The defendant, because of her confinement, was unable to keep her child with her or visit him at the Wilsons'; however, this does not mean that she was totally without the ability to exercise her parental rights and responsibilities. What has she done since the Wilsons' visit to the prison in early 1994 to demonstrate that she is the mother of Shawn? The answer is "nothing." During the some 19 months from January, 1994, to the date of the hearing, June 26, 1995, Ms. McDonald did not call the Wilsons; she did not write them; she did not attempt to have them bring Shawn to the prison for a visit; and she did not send her son cards or presents on his birthday, or at Christmas and other special times. She did nothing to indicate that she was the mother of this young boy.
The petition for adoption was filed February 15, 1994. It is reasonable to assume that the meeting at the prison occurred before the petition was filed.
In defending her inaction, the defendant claims that she did not know how to get in touch with the Wilsons. We find this hard to believe. She admitted that she received a letter from them in October, 1993. She acknowledged that she had reached them in response to that letter. She admitted that she had had contact with Ms. Lindstrom, who turned Shawn over to the Alloways, who in turn had delivered the child to the Wilsons. She knew where the Alloways lived. Her parents lived in the same county. Yet, she made no effort to utilize the contacts she had with others to reach the Wilsons so she could find out how her son was progressing, physically, emotionally, spiritually, and otherwise.
For 19 months, she acted as if she did not have a son named Shawn while others saw to his housing, nourishment, and general care. She showed no interest in him. During this same time, she spoke to her oldest child on a weekly basis. She apparently made a conscious decision to ignore Shawn as she has ignored her middle child since 1990.
There is clear and convincing evidence in the record before us that Ms. McDonald, during these 19 months, exhibited a conscious disregard or indifference to her parental obligations. We believe her conduct shows, clearly and convincingly, that she formed an intent "to forego all parental duties and relinquish all parental claims to" Shawn.

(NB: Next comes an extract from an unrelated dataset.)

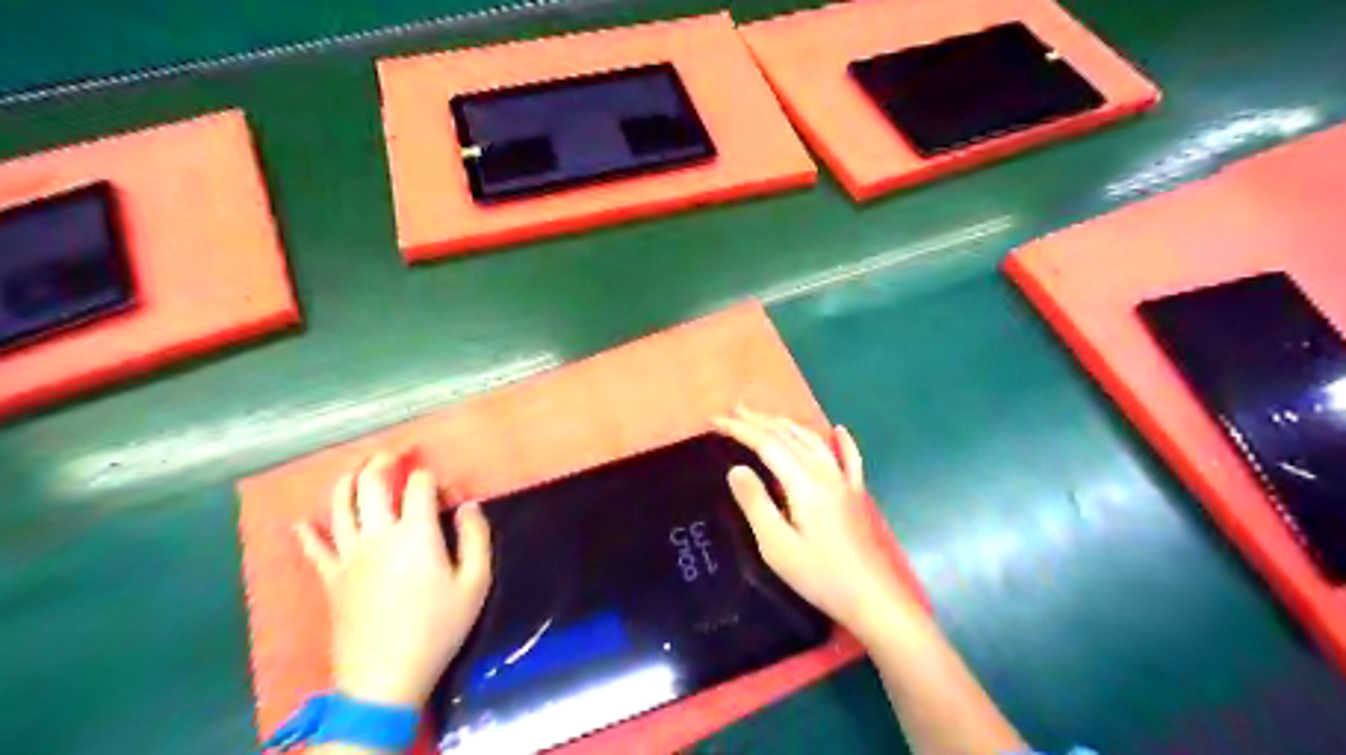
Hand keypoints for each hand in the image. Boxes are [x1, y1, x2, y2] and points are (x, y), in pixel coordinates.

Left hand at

The evidence does not preponderate against the trial court's judgment. It is, accordingly, affirmed. Costs on appeal are taxed to the appellant. This case is remanded for further proceedings in accordance with this opinion.
_________________________________ CHARLES D. SUSANO, JR., J.
CONCUR:
_______________________________ HOUSTON M. GODDARD, P.J.
_______________________________ HERSCHEL P. FRANKS, J.